Conservador formado em Harvard e Stanford tira esquerda do governo na Grécia




Segundo projeções oficiais, o partido conservador conquistou 39,8% dos votos, enquanto o partido de esquerda radical ficou com 31,5%. Primeiro-ministro da Grécia e líder do Syriza reconheceu derrota nas eleições legislativas antecipadas. O líder do partido Nova Democracia, Kyriakos Mitsotakis, discursa após a vitória nas eleições legislativas na Grécia neste domingo (7)
Thanassis Stavrakis / Associated Press
O partido Nova Democracia venceu as eleições legislativas antecipadas realizadas neste domingo (7) na Grécia. Segundo projeções do Ministério do Interior, a legenda conservadora, do líder Kyriakos Mitsotakis, obteve 39,8% dos votos, contra 31,5% do partido de esquerda radical Syriza, há quatro anos no poder. O primeiro-ministro Alexis Tsipras reconheceu a derrota.
Os conservadores devem conquistar 167 cadeiras das 300 vagas do Parlamento grego, uma maioria confortável. A bancada do Syriza deve enxugar para cerca de 80 deputados, contra 144 até a votação deste domingo.
Conheça os candidatos na briga pelo poder em uma Grécia pós-crise
Três anos depois de assumir a direção do partido, Mitsotakis, 51 anos, futuro primeiro-ministro, é apresentado como um reformista próximo do setor empresarial. Durante a campanha, ele prometeu relançar a economia, criar empregos de maior qualidade e deixar uma década de crise econômica e financeira para trás. Ele costuma ser comparado ao presidente francês, Emmanuel Macron.
Tsipras assumiu o governo no auge da crise e, hoje, é acusado de ter tomado medidas de austeridade drásticas demais, que sufocaram principalmente a classe média, com o objetivo de tirar o país do aperto fiscal. Pouco antes da votação, ele disse que os gregos deveriam se lembrar de onde estava a Grécia em 2014 e onde ela está agora.
Mas afetado pelo fracasso nas eleições europeias e locais de maio e junho, o primeiro-ministro, cujo mandato a princípio terminaria em outubro, convocou eleições antecipadas. As maiores conquistas do governo do Syriza foram a alta do salário mínimo, o 13° para os aposentados e a união civil para os casais homossexuais.

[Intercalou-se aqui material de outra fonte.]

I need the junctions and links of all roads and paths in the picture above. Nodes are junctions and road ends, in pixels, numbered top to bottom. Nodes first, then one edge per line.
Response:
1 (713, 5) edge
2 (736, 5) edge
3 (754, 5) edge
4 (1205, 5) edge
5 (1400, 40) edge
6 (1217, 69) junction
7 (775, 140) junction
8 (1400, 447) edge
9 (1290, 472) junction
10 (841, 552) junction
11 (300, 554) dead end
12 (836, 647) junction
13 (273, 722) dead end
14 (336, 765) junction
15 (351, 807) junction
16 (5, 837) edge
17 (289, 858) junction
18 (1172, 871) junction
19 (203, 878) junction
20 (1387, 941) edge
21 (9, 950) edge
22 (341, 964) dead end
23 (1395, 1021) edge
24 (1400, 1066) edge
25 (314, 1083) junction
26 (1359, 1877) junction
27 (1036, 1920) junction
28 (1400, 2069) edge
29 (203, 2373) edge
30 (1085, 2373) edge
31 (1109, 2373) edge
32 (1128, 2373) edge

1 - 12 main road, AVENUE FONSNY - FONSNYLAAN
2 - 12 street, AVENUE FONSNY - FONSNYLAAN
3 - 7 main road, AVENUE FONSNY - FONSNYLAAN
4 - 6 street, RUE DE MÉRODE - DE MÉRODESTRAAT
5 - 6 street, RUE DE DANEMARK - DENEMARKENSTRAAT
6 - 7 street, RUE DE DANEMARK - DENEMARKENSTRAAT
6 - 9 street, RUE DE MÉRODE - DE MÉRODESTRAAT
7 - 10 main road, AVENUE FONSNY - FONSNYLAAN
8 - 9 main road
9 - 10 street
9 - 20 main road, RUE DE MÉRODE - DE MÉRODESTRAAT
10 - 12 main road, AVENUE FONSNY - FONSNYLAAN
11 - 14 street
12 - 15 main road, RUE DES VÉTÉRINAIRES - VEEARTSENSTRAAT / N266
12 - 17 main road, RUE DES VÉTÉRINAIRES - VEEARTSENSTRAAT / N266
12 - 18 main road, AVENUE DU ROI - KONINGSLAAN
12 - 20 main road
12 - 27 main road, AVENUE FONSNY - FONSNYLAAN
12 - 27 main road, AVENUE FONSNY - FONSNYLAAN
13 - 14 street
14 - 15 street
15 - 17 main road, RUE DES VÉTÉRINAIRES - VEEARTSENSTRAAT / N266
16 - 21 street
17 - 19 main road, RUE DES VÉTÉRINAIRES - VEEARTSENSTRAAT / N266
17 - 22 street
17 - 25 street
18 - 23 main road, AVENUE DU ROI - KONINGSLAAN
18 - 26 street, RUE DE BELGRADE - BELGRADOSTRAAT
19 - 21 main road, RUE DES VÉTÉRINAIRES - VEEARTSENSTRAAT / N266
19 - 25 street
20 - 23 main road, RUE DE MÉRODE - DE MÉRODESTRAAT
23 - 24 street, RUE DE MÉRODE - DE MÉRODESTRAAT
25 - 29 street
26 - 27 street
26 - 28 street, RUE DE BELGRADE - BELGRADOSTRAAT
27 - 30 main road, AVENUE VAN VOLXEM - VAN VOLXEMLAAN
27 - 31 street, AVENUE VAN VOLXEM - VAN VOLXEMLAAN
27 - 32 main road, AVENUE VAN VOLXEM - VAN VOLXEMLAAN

O primeiro-ministro da Grécia e líder do partido Syriza, Alexis Tsipras, discursa durante a campanha nesta sexta-feira (5)
Petros Giannakouris / Associated Press
Filho de ex-premiê
Durante a campanha, Mitsotakis viajou por todo o país para promover seu programa. Ele prometeu sangue novo, apresentando muitos candidatos com menos de 40 anos e personalidades “de sua geração ou mais jovens” em seu governo.
Diplomado nas universidades americanas de Harvard e Stanford, ele vem de uma família tradicional na política grega. Seu pai, Konstantinos Mitsotakis, foi primeiro-ministro da Grécia de 1990 à 1993. Sua irmã mais velha, Dora Bakoyannis, foi ministra da Cultura, das Relações Exteriores e prefeita de Atenas. O filho dela, Kostas Bakoyannis, é o atual prefeito da capital grega.
Ex-consultor da McKinsey em Londres, Mitsotakis foi ministro da Reforma Administrativa sob o último governo conservador de Antonis Samaras (2012-2014). No auge da crise, ele foi instruído a demitir 15.000 funcionários sob pressão dos credores. Os cortes foram interrompidos pelas eleições antecipadas em janeiro de 2015, mas a fama de ser um administrador rigoroso persistiu.
À esquerda, Mitsotakis é visto como um líder que deu à Nova Democracia um perfil nacionalista e neoliberal. Após a sua eleição em 2016 como dirigente da NA, ele nomeou como vice-presidente do partido Adonis Georgiadis, um ex-membro do partido de extrema direita Laos.